Ben Shapiro’s Rap/Hip Hop Hit Shows How Unconventional Can Challenge Conventional Wisdom

The Daily Wire co-founder and conservative commentator Ben Shapiro is the number one rapper in America this week – an interesting twist for someone who doesn’t even consider rap to qualify as music at all. 

Teaming up with Canada’s Tom MacDonald, a rapper himself, as well as a former wrestler, the “song” is called “Facts,” and it’s being hailed by commentators as a clever and unapologetic anti-woke message. 

 Wearing a hoodie with his popular catchphrase, “Facts don’t care about your feelings” emblazoned across its front, the rap begins: 

 They call me offensive, controversial, There’s only two genders, boys and girls, They can’t cancel my message … I don’t wanna talk to folks who don’t get it, Go work, go broke, nope it’s pathetic. 

Historians trace the origin of “Hip Hop Music” back fifty-one years to 1520 Sedgwick Avenue, a high-rise building located in a low-income neighborhood in the Bronx, one of New York City’s five boroughs. It was there that a local DJ going by the name of “Kool Herc” is credited with birthing the genre at a party.  

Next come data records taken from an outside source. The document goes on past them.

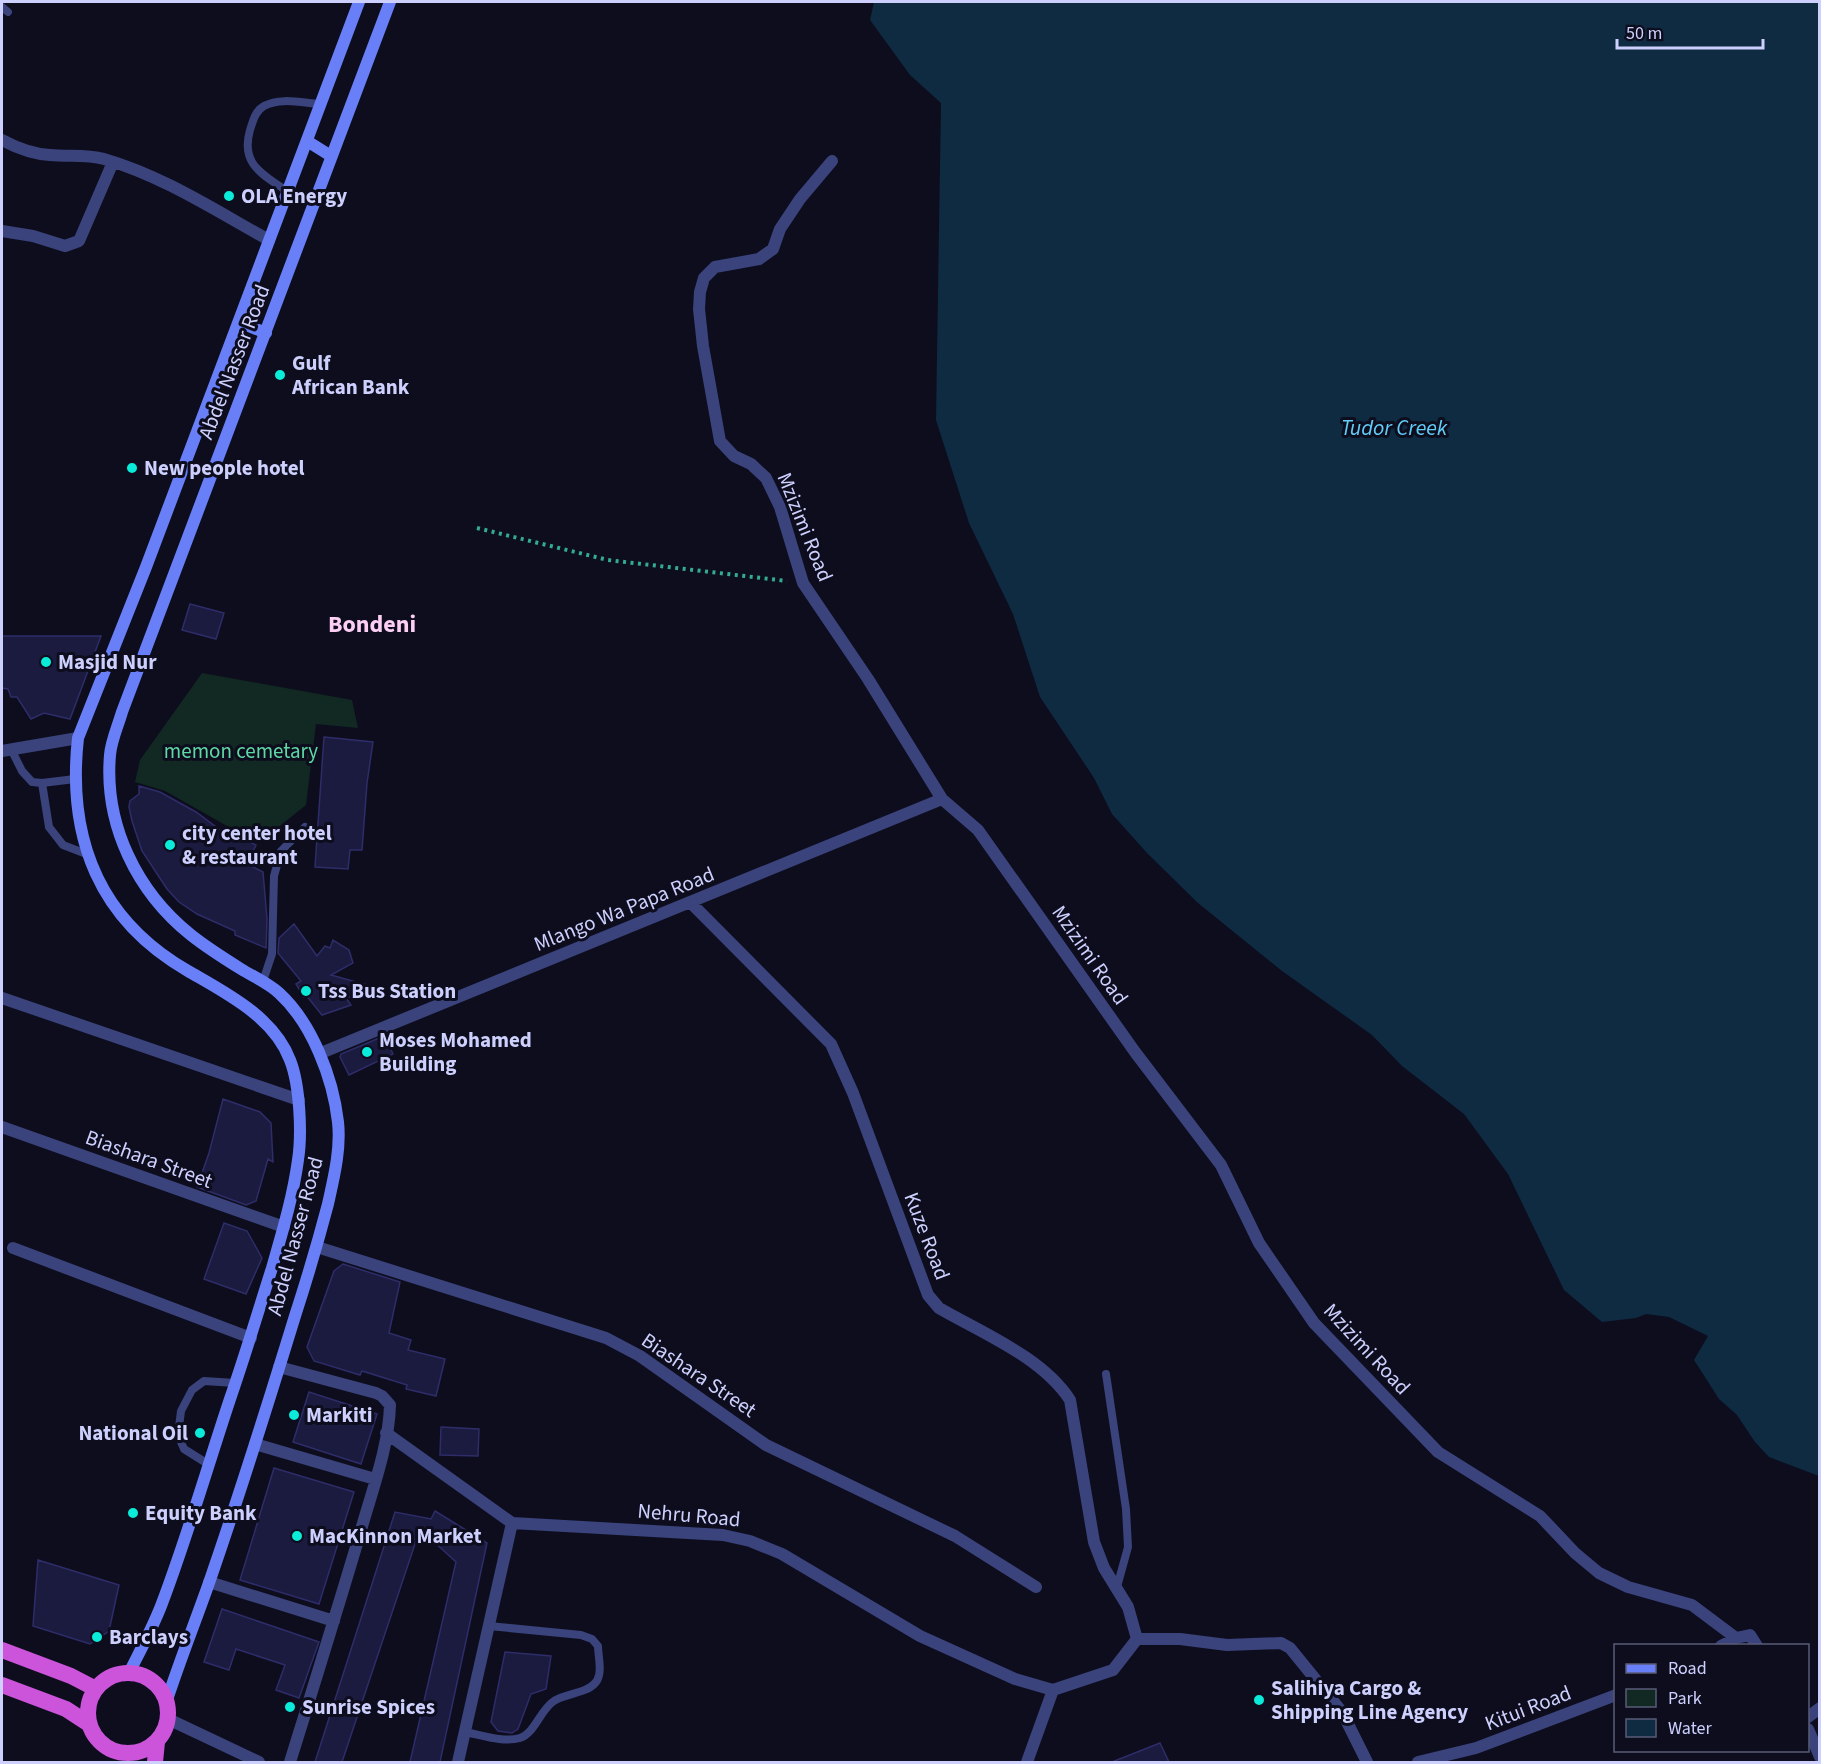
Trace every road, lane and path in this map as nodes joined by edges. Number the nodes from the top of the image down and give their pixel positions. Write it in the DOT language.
graph roads {
  1 [pos="359,2"];
  2 [pos="390,2"];
  3 [pos="320,104"];
  4 [pos="2,140"];
  5 [pos="307,141"];
  6 [pos="331,156"];
  7 [pos="832,161"];
  8 [pos="113,162"];
  9 [pos="288,192"];
  10 [pos="2,231"];
  11 [pos="269,240"];
  12 [pos="239,322"];
  13 [pos="266,333"];
  14 [pos="477,528"];
  15 [pos="803,583"];
  16 [pos="78,738"];
  17 [pos="6,750"];
  18 [pos="75,779"];
  19 [pos="42,783"];
  20 [pos="942,799"];
  21 [pos="305,827"];
  22 [pos="89,855"];
  23 [pos="691,903"];
  24 [pos="263,981"];
  25 [pos="2,998"];
  26 [pos="321,1053"];
  27 [pos="298,1100"];
  28 [pos="2,1126"];
  29 [pos="284,1227"];
  30 [pos="317,1246"];
  31 [pos="13,1248"];
  32 [pos="250,1338"];
  33 [pos="279,1367"];
  34 [pos="1106,1374"];
  35 [pos="235,1383"];
  36 [pos="386,1432"];
  37 [pos="255,1444"];
  38 [pos="208,1464"];
  39 [pos="375,1479"];
  40 [pos="512,1523"];
  41 [pos="209,1582"];
  42 [pos="1036,1587"];
  43 [pos="1117,1587"];
  44 [pos="334,1621"];
  45 [pos="489,1626"];
  46 [pos="1736,1638"];
  47 [pos="1137,1639"];
  48 [pos="1725,1644"];
  49 [pos="1755,1644"];
  50 [pos="2,1650"];
  51 [pos="129,1673"];
  52 [pos="2,1684"];
  53 [pos="96,1689"];
  54 [pos="1053,1690"];
  55 [pos="1614,1696"];
  56 [pos="166,1700"];
  57 [pos="168,1719"];
  58 [pos="89,1724"];
  59 [pos="1809,1731"];
  60 [pos="465,1732"];
  61 [pos="157,1742"];
  62 [pos="105,1746"];
  63 [pos="1820,1757"];
  64 [pos="100,1762"];
  65 [pos="154,1762"];
  66 [pos="259,1762"];
  67 [pos="290,1762"];
  68 [pos="458,1762"];
  69 [pos="1027,1762"];
  70 [pos="1367,1762"];
  71 [pos="1418,1762"];
  1 -- 3 [label="main road, Abdel Nasser Road"];
  2 -- 6 [label="main road, Abdel Nasser Road"];
  3 -- 5 [label="main road, Abdel Nasser Road"];
  3 -- 9 [label="lane"];
  4 -- 8 [label="street"];
  5 -- 6 [label="main road"];
  5 -- 9 [label="main road, Abdel Nasser Road"];
  6 -- 13 [label="main road, Abdel Nasser Road"];
  7 -- 15 [label="street, Mzizimi Road"];
  8 -- 10 [label="street"];
  8 -- 11 [label="street"];
  9 -- 11 [label="main road, Abdel Nasser Road"];
  11 -- 12 [label="main road, Abdel Nasser Road"];
  12 -- 13 [label="main road"];
  12 -- 16 [label="main road, Abdel Nasser Road"];
  13 -- 24 [label="main road, Abdel Nasser Road"];
  14 -- 15 [label="path"];
  15 -- 20 [label="street, Mzizimi Road"];
  16 -- 17 [label="street"];
  16 -- 18 [label="main road, Abdel Nasser Road"];
  17 -- 19 [label="lane"];
  18 -- 19 [label="lane"];
  18 -- 22 [label="main road, Abdel Nasser Road"];
  19 -- 22 [label="lane"];
  20 -- 23 [label="street, Mlango Wa Papa Road"];
  20 -- 46 [label="street, Mzizimi Road"];
  21 -- 24 [label="lane"];
  22 -- 27 [label="main road, Abdel Nasser Road"];
  23 -- 26 [label="street, Mlango Wa Papa Road"];
  23 -- 43 [label="street, Kuze Road"];
  24 -- 26 [label="main road, Abdel Nasser Road"];
  25 -- 27 [label="street"];
  26 -- 30 [label="main road, Abdel Nasser Road"];
  27 -- 29 [label="main road, Abdel Nasser Road"];
  28 -- 29 [label="street, Biashara Street"];
  29 -- 32 [label="main road, Abdel Nasser Road"];
  30 -- 33 [label="main road, Abdel Nasser Road"];
  30 -- 42 [label="street, Biashara Street"];
  31 -- 32 [label="street"];
  32 -- 35 [label="main road, Abdel Nasser Road"];
  33 -- 36 [label="street"];
  33 -- 37 [label="main road, Abdel Nasser Road"];
  34 -- 43 [label="lane"];
  35 -- 38 [label="main road, Abdel Nasser Road"];
  35 -- 38 [label="lane"];
  36 -- 39 [label="street"];
  36 -- 40 [label="street"];
  37 -- 39 [label="street"];
  37 -- 41 [label="main road, Abdel Nasser Road"];
  38 -- 51 [label="main road, Abdel Nasser Road"];
  39 -- 44 [label="street"];
  40 -- 45 [label="street"];
  40 -- 54 [label="street, Nehru Road"];
  41 -- 44 [label="street"];
  41 -- 56 [label="main road, Abdel Nasser Road"];
  43 -- 47 [label="street, Kuze Road"];
  44 -- 67 [label="street"];
  45 -- 60 [label="street"];
  45 -- 60 [label="lane"];
  46 -- 48 [label="street"];
  46 -- 49 [label="street, Mzizimi Road"];
  47 -- 54 [label="street"];
  47 -- 70 [label="street"];
  50 -- 53 [label="highway"];
  51 -- 53 [label="highway"];
  51 -- 56 [label="highway"];
  52 -- 58 [label="highway"];
  53 -- 58 [label="highway"];
  54 -- 69 [label="street"];
  55 -- 71 [label="street, Kitui Road"];
  56 -- 57 [label="highway"];
  57 -- 61 [label="highway"];
  57 -- 66 [label="street"];
  58 -- 62 [label="highway"];
  59 -- 63 [label="street"];
  60 -- 68 [label="street"];
  61 -- 62 [label="highway"];
  61 -- 65 [label="highway"];
  62 -- 64 [label="highway"];
}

For many of us, this music is nearly as foreign as a Tibetan mountain village, but the facts – to carry on the Shapiro theme – suggest our unfamiliarity or even disdain doesn’t diminish its enormous reach. Rap’s penchant towards the vulgar didn’t begin till the 1980s, but once the line was crossed, the industry seemed eager to profit from the profane. 

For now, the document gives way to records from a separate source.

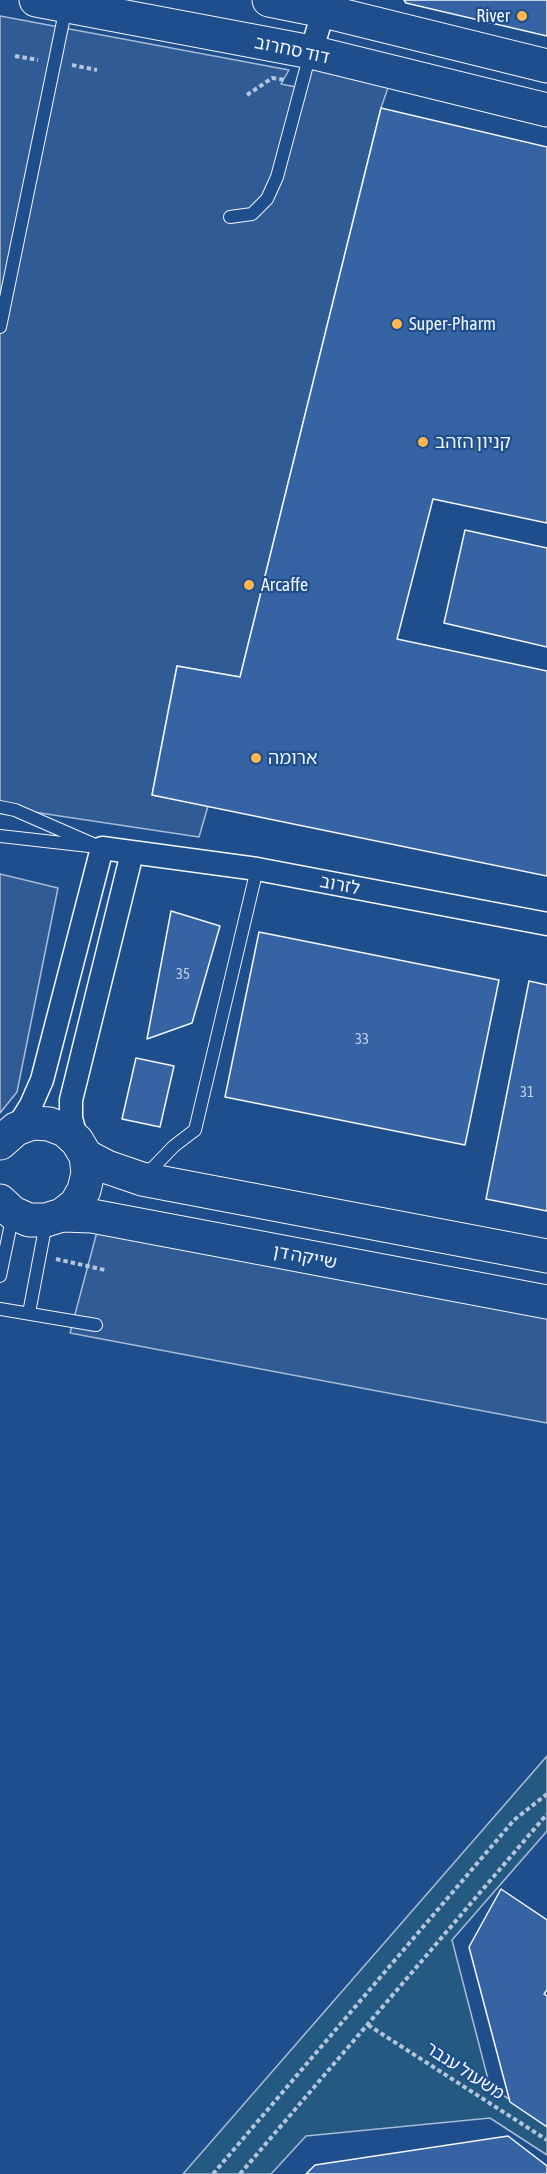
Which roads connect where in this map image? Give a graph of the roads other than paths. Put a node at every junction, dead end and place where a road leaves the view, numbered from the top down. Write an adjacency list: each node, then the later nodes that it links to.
1 (270, 0): 3 (street)
2 (51, 3): 5 (street, דוד סחרוב); 8 (lane)
3 (326, 5): 4 (street); 5 (street)
4 (547, 66)
5 (306, 68): 6 (street, דוד סחרוב); 7 (lane)
6 (547, 110)
7 (230, 217)
8 (0, 327)
9 (0, 807): 11 (lane)
10 (0, 836): 11 (lane)
11 (102, 848): 12 (street, לזרוב); 15 (street)
12 (132, 853): 13 (street, לזרוב); 16 (street)
13 (256, 869): 14 (street, לזרוב); 17 (lane)
14 (547, 924)
15 (4, 1138): 16 (street)
16 (81, 1149): 17 (street); 19 (street)
17 (142, 1179): 20 (street)
18 (3, 1204): 19 (street, שייקה דן); 21 (lane)
19 (54, 1217): 22 (street, שייקה דן); 24 (lane)
20 (547, 1256)
21 (0, 1276)
22 (547, 1302)
23 (0, 1309): 24 (lane)
24 (29, 1313): 25 (lane)
25 (96, 1325)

It’s estimated that nearly two billion people listen to rap music worldwide, and nearly 100 million right here in the United States. Christian hip hop music dates to the 1980s, most notably dc Talk, a group formed by students at Liberty University.  

Ben Shapiro’s top-ranked offering is neither Christian nor obscene, but it is grabbing headlines and starting conversations.  

The popular rapper Nikki Minaj surprised many when she congratulated Shapiro on X this past weekend. 

“I just listened to it @benshapiro not bad,” Minaj wrote on Saturday. “Congrats on #1. But it def sounds like Roman’s Revenge when the beat first came in…idk,” she noted, a reference to one of her own songs. 

Christians understandably talk a lot about “engaging culture” – a sentiment that many people echo, including leadership at groups like Focus on the Family. Despite what many critics may suggest, we’re eager to meet people where they are, and welcome candid conversations when it comes to controversial subjects.  

We may be happy to meet people where they are – but we’re not satisfied to leave them there, especially since eternity is hanging in the balance.   

Perhaps less defined, however, is what that “engagement” looks like – especially since it can manifest very differently depending upon the person and the circumstance. 

As a devout Jew, Ben Shapiro is not proselytizing – but he is stirring the pot. He’s doing it in an unconventional way for conservatives, but he’s challenging the conventional wisdom of the age. This is a good thing. Shapiro may be communicating in a style and tone that departs from many of our tastes – but he’s unquestionably reaching people in a way that more staid engagement never will.

This situation reminds me how one of the great thrills and fascinations of our faith is how the Lord uses all kinds of people, circumstances, and methods to reach people.  

How might He want to use you in your current season of life? How might you engage culture in unconventional and even surprising ways? 

Back in 2019, Focus on the Family broadcast a live ultrasound in New York City’s Times Square. We believe the Holy Spirit planted the idea – and the Lord opened all kinds of doors to help make it happen.

Yet, witnessing doesn’t have to be on a big screen, and it rarely is. We influence and preach through our casual conversations over the fence or in the supermarket checkout line. We generate interest by showing interest in other people. We can also make an impression by surprising others – and, like Shapiro, co-opting a genre for good. 

You may or may not want to listen to Ben Shapiro’s hit song, but you should have an appetite to use the gifts and talents God has given you to reach as many people as you can, even in unconventional ways.